A number of other guest artists show up on ‘Reflection’, too. Baths’ falsetto vocal on the ruminative ‘On The Lake Outside’ represents a full-circle moment. He was one of the first electronic music producers she got into during her studies, alongside artists such as Mount Kimbie and Telefon Tel Aviv. ‘We’re Building Something New’ sees James’ instrumental provide a graceful accompaniment to Manchester artist Iceboy Violet’s message that a better world is possible. It begins with the rapper paying tribute to victims of police violence. She describes Iceboy Violet as “the most amazing lyricist”; the pair shared a bill at one of her final gigs before the first lockdown, at The Yard in London. They’ve built up a mutual appreciation for each other’s work since meeting in Manchester a couple of years ago. “A lot of what they were saying on that track fully expressed what I was feeling at the time,” James says. “I could never write something like that, so it fell into place perfectly.”
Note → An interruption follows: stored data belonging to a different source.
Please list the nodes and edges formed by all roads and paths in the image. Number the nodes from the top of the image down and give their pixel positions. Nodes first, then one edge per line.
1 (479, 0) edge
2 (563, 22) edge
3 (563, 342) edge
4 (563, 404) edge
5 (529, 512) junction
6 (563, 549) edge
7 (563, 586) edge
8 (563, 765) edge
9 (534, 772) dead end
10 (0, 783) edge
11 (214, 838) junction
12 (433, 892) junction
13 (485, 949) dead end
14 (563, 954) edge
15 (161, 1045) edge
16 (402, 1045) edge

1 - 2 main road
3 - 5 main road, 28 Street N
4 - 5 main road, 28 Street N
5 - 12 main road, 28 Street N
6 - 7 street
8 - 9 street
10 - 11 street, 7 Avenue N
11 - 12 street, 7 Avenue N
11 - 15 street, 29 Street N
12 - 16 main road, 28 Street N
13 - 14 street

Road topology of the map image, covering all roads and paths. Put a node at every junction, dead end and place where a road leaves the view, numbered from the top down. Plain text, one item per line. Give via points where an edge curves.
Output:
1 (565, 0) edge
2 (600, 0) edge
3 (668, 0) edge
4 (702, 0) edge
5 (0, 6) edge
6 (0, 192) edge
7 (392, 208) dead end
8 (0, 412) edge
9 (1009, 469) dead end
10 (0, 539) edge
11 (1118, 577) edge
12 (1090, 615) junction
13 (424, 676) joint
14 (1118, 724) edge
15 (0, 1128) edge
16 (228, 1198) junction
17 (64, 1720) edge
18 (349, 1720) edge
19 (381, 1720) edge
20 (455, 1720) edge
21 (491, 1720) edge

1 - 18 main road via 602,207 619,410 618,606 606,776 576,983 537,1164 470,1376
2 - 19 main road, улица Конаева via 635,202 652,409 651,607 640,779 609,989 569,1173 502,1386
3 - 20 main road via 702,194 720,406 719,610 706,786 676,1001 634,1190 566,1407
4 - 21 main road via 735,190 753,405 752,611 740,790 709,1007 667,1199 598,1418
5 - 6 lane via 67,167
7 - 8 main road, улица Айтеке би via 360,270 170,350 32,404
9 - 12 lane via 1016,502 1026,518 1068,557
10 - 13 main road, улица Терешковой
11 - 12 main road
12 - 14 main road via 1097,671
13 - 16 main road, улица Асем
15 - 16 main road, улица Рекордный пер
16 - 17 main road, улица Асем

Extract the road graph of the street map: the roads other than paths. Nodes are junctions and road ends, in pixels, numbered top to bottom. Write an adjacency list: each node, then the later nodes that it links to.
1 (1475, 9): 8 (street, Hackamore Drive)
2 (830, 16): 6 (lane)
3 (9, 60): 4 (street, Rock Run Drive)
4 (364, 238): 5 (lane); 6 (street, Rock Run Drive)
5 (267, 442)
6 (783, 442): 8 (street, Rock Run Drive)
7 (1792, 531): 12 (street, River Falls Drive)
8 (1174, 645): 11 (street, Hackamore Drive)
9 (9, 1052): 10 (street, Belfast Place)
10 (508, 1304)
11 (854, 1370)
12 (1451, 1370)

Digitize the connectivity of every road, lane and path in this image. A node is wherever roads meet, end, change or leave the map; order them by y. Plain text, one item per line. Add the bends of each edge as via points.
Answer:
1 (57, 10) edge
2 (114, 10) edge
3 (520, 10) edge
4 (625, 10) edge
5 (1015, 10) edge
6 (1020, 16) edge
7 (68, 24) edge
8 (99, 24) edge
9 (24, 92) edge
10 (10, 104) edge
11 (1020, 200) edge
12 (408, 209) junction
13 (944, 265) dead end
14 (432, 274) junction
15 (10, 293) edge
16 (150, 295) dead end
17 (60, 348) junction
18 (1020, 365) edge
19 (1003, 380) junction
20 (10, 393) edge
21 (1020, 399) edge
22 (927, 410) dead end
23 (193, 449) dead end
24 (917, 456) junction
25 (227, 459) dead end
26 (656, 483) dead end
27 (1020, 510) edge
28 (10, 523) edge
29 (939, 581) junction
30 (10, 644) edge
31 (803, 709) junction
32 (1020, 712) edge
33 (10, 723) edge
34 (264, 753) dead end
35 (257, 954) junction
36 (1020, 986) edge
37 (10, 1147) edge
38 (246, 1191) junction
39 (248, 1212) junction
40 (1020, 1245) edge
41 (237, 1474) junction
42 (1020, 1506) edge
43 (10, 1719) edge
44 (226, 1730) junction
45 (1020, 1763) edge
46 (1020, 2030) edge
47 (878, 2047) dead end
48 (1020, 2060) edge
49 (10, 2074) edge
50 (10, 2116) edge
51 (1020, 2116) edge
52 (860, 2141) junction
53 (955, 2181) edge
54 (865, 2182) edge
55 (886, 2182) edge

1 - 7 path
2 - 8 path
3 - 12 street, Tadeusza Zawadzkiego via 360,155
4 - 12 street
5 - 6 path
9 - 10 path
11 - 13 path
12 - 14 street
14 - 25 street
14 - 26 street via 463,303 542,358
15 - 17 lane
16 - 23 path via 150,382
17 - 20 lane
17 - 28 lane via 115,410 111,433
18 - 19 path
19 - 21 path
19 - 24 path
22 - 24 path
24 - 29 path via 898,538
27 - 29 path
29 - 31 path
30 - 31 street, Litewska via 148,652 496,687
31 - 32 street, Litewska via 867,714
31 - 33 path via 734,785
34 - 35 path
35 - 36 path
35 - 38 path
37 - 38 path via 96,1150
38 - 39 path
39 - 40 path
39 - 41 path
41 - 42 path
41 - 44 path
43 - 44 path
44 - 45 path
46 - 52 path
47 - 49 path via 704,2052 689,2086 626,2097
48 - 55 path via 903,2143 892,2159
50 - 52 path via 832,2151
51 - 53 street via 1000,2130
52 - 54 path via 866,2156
Elsewhere, the Canada-born, London-based singer Eden Samara, whom James met at a workshop in London in 2019, appears on ‘Running Like That’, which calls to mind the smoky R&B of Jessy Lanza’s 2014 album ‘Pull My Hair Back’. Having initially experimented with placing an Ariana Grande acapella on the original beat, James decided it was ripe for a “pop-sounding vocal” and reached out to Samara with the idea.
Edinburgh artist Nova’s contribution to ‘Insecure Behaviour And Fuckery’, meanwhile, has James stepping out of her comfort zone. The Auto-Tuned vocal that the Scottish rapper bounced over online caught her off guard initially. “A few years ago, I’d have been like, ‘Oh my God, Auto-Tune? What the fuck is this?’” James jokes.
Like many of us in our teenage years, she confesses to having gone through a period of music snobbery: disavowing vocal techniques such as Auto-Tune, and a lot of pop music entirely, for the complex time signatures and dissonant melodies of math rock.
“I’ve more or less grown out of that phase, which is good because you can really restrict yourself making music when you’re like that,” James says. “I’ve learned to just chill and enjoy music whatever the genre; just stop being a twat about it.”
The technique of employing risers before drops and transitions in a track, a feature common in a lot of today’s big room techno, is another bugbear she’s learned to let go of, even subtly embracing it in healthy doses.
James’ attention now turns to reworking the tracks on ‘Reflection’, in time for the hopeful return of live shows later this year. She’s both relishing and dreading the task, intent on not giving audiences a straight recreation of the source material. Though uncertainty has prevailed over the last year, James has learned to take a step back and make the best of the situation.
“It’s been nice to just sit down and have some time for myself,” she says. “It was time I’d never had before, and I was able to clear my thoughts and edit myself properly, which was good for the music I ended up making. I feel more sure now of what it is I’m trying to fuse into my work.”